The answer, actually, is yes, if you are managing a €622 million aid budget. The real question, therefore, is should the EU have a €622 million aid budget for Mozambique? That is a more important question, but one which is neither asked nor answered.

However, if you are going to spend public money, you need public servants to manage the expenditure. And, if anything, the programme in Mozambique is under-managed, especially compared with Barbados, where there are claimed to be 44 staff.

There, in this tiny island of 270,000 inhabitants, the current aid programme is only €10 million, although the "Accompanying Measures for Sugar Protocol Countries" (AMSP) provided for more than €34 million for the period 2007-2010.

What is taking the effort, though, is that the island plays a pivotal role in the regional integration efforts and relations between the Caribbean region as a whole, and the European Union. There is much work in hand towards establishing a Caribbean Common Market (CARICOM), with officials based in Barbados because it is the regional hub.

Again, you can argue whether these activities are valid, and whether they should be done in our name. But, to the question does the EU really need 44 diplomats in Barbados, the answer is probably yes.

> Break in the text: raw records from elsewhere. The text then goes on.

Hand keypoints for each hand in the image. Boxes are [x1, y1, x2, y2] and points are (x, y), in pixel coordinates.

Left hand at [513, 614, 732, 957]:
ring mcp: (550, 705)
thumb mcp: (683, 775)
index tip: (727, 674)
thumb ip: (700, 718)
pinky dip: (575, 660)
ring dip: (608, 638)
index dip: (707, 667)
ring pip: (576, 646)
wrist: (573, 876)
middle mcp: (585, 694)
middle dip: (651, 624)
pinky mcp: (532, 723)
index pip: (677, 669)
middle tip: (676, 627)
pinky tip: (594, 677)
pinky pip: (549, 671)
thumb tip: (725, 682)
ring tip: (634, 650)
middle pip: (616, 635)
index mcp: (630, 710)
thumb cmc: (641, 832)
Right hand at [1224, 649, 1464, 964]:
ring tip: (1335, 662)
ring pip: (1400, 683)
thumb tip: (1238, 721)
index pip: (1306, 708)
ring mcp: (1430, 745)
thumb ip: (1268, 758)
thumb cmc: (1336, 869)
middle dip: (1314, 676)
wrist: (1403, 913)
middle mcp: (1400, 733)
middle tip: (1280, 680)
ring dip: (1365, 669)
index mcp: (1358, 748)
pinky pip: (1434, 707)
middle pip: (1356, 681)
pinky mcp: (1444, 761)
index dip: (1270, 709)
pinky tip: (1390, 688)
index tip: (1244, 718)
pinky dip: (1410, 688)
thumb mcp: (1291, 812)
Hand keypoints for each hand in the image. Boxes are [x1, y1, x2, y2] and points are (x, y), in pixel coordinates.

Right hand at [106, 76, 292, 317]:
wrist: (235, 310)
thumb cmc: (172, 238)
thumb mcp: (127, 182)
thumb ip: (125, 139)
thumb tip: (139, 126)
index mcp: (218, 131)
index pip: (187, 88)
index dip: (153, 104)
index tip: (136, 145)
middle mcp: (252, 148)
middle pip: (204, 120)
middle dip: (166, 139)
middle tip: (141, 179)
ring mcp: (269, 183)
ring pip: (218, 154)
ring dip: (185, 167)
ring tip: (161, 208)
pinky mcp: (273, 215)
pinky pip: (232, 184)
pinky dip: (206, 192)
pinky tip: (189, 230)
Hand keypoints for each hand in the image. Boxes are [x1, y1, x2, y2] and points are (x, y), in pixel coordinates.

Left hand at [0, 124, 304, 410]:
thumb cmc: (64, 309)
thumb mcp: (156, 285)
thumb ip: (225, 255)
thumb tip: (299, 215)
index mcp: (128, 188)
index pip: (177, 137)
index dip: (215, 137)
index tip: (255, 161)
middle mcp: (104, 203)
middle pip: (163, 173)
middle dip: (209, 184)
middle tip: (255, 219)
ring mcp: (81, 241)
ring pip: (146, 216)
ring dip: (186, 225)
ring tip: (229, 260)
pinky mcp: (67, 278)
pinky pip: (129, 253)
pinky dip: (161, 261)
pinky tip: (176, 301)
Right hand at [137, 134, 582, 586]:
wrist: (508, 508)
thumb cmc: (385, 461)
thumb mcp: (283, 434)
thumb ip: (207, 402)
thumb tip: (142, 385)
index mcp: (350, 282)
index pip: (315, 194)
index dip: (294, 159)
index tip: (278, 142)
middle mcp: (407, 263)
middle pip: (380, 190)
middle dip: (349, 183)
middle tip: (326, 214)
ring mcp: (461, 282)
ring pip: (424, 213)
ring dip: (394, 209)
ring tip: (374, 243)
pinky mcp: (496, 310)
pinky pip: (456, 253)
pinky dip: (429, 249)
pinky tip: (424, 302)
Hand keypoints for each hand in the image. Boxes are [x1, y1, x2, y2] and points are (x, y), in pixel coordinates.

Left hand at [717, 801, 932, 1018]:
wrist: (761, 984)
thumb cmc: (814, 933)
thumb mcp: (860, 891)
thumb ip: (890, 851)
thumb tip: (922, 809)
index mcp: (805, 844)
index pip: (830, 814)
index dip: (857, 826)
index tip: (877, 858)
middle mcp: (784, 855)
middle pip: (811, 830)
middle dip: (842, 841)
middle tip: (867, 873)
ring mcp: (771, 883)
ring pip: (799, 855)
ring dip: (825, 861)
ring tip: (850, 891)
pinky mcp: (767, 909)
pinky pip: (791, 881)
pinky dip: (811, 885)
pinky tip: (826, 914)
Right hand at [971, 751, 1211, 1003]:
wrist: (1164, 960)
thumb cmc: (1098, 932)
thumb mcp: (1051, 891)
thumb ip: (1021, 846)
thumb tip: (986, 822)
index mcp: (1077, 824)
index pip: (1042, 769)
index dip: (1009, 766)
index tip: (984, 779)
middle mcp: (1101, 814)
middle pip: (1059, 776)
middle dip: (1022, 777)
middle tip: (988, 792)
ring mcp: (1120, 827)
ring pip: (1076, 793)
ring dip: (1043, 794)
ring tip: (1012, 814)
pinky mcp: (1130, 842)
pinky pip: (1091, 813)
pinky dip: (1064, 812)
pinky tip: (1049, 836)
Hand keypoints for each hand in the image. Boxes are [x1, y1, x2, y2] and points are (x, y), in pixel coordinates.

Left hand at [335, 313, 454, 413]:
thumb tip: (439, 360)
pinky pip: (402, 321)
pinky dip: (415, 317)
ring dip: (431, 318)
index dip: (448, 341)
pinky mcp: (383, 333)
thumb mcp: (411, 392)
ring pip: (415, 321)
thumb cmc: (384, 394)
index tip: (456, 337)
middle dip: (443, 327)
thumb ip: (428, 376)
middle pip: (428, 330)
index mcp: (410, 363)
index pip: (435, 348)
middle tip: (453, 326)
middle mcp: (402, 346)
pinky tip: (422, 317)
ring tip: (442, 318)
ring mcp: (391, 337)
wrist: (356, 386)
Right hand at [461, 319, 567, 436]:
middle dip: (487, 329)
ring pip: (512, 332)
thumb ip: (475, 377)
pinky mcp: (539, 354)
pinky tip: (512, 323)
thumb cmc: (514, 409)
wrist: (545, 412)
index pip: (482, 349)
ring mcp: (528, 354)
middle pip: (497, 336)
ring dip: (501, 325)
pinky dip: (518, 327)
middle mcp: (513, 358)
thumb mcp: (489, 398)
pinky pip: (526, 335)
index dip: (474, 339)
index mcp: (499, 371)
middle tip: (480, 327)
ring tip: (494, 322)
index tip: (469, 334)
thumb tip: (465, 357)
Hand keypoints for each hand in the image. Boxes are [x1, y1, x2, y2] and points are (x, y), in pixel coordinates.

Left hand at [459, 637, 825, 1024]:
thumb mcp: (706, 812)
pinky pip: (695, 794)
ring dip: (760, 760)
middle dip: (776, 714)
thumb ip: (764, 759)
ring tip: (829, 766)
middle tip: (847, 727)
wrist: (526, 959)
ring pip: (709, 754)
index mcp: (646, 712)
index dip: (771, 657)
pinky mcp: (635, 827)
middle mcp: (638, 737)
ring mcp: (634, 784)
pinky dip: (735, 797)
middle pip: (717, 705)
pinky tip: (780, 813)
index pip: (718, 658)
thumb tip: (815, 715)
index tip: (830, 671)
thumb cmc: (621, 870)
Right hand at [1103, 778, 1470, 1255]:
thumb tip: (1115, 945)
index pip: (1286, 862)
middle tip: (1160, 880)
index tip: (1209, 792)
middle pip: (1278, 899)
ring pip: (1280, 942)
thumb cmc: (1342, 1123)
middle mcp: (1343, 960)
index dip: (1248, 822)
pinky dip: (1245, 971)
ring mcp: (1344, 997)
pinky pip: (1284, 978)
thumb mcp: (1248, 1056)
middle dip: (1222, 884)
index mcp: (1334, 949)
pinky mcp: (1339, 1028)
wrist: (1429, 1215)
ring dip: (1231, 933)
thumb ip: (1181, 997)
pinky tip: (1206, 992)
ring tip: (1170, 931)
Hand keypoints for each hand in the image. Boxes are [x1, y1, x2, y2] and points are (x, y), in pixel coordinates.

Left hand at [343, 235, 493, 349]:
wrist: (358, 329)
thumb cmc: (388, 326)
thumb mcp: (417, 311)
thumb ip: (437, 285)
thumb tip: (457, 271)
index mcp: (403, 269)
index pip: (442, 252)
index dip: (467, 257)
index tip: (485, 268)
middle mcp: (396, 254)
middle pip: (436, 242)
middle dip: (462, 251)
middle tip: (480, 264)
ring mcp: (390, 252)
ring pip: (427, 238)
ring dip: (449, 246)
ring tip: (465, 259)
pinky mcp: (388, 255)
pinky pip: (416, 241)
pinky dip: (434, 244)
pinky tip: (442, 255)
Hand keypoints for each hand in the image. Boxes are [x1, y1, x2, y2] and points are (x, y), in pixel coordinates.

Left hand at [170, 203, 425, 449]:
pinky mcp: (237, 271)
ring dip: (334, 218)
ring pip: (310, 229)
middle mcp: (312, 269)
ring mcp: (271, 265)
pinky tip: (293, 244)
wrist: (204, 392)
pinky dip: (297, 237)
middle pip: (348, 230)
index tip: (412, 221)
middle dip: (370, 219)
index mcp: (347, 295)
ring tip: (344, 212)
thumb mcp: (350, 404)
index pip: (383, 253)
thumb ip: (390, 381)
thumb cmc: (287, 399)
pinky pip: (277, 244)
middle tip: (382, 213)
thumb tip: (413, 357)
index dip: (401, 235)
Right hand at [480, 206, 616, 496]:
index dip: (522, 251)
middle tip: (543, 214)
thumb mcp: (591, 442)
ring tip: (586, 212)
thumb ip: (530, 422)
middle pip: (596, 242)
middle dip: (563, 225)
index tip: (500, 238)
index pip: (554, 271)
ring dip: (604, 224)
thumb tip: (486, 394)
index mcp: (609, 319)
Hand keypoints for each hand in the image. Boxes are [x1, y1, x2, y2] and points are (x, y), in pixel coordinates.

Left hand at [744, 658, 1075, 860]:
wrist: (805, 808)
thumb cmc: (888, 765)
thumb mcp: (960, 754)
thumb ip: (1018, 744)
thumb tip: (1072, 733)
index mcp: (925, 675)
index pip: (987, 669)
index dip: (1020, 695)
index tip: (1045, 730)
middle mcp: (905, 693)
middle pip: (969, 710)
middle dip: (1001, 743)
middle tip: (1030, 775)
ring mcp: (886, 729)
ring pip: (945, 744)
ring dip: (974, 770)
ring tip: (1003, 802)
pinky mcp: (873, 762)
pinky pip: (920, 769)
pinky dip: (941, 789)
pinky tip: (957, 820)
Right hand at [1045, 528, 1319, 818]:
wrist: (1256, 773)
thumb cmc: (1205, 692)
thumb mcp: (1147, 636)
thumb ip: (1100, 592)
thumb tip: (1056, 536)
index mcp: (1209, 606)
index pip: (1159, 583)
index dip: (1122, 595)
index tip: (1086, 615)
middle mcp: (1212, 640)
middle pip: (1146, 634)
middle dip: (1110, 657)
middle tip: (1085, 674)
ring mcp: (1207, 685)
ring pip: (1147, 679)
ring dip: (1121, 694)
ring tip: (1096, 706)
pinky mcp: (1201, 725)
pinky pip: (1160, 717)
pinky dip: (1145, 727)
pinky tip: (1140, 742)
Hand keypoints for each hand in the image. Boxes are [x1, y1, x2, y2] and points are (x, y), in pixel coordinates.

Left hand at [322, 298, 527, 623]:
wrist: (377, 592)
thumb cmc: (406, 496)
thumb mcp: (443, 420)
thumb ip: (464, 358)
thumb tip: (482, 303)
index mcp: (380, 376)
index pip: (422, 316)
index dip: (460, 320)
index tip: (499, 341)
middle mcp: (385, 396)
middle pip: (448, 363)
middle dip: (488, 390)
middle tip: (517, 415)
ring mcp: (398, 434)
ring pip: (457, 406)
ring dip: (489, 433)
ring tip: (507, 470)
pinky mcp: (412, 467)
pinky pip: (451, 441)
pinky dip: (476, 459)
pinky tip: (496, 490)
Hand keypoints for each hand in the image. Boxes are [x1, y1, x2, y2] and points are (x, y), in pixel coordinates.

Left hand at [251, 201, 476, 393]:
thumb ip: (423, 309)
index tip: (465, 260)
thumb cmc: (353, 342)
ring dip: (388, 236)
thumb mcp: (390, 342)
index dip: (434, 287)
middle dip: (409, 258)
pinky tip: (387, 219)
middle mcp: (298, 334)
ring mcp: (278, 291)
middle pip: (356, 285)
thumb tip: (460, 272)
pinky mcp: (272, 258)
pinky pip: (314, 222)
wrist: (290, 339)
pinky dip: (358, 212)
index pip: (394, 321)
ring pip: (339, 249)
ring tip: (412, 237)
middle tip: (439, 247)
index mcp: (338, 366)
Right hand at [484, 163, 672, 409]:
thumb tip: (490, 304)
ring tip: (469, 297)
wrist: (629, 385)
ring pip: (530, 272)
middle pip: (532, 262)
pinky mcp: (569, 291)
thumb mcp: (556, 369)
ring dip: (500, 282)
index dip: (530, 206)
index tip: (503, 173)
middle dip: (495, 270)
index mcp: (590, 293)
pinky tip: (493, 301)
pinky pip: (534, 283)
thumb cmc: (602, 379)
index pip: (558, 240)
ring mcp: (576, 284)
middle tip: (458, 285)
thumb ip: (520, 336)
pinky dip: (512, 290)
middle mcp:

Nevertheless, Lamont, complains that the EU's external action service adds up to a foreign service 3,400 strong — more than 1,400 staff in Brussels and more than 1,900 abroad. The EU has a large aid budget and Commission staff (another 3,400 in the delegations) involved in administering aid programmes, making a "staggering total" in the delegations of over 5,400 and a budget of €509 million.

Yet, even in one instance, through the aegis of the EU, we are engaged in talks on an all-embracing trade deal with the US, the likes of which will need hundreds of staff to keep the negotiations going. How does Norman Lamont propose that this initiative should be staffed? 

By contrast, for 2011-12, the FCO employed 13,215 permanent staff: 4,530 of these were UK-based, and 8,685 were locally engaged, with an overall budget in the order of £1.5 billion. DFID, which handles the aid, had a staff of 2,384 – bringing the total to about 11,000.

This is what really distresses (the polite word) me about the likes of the Spectator and the clever-dick Lamont. They always go for the cheap shot, without getting down to the core issues.

The point is that the last Government endorsed the creation of the EEAS and the Coalition Government permits its continuation and expansion. If it is to perform its functions in accordance with the treaties, it needs the staff and funding – which is by no means as lavish as the fading UK with more than double the bodies. 

There is, thus, no point in whingeing that the EEAS is a "vanity project which should be dismantled". You would be better off asking why we still have an FCO when the EU runs our foreign policy. And if we don't like that idea, we should leave the EU and be done with it.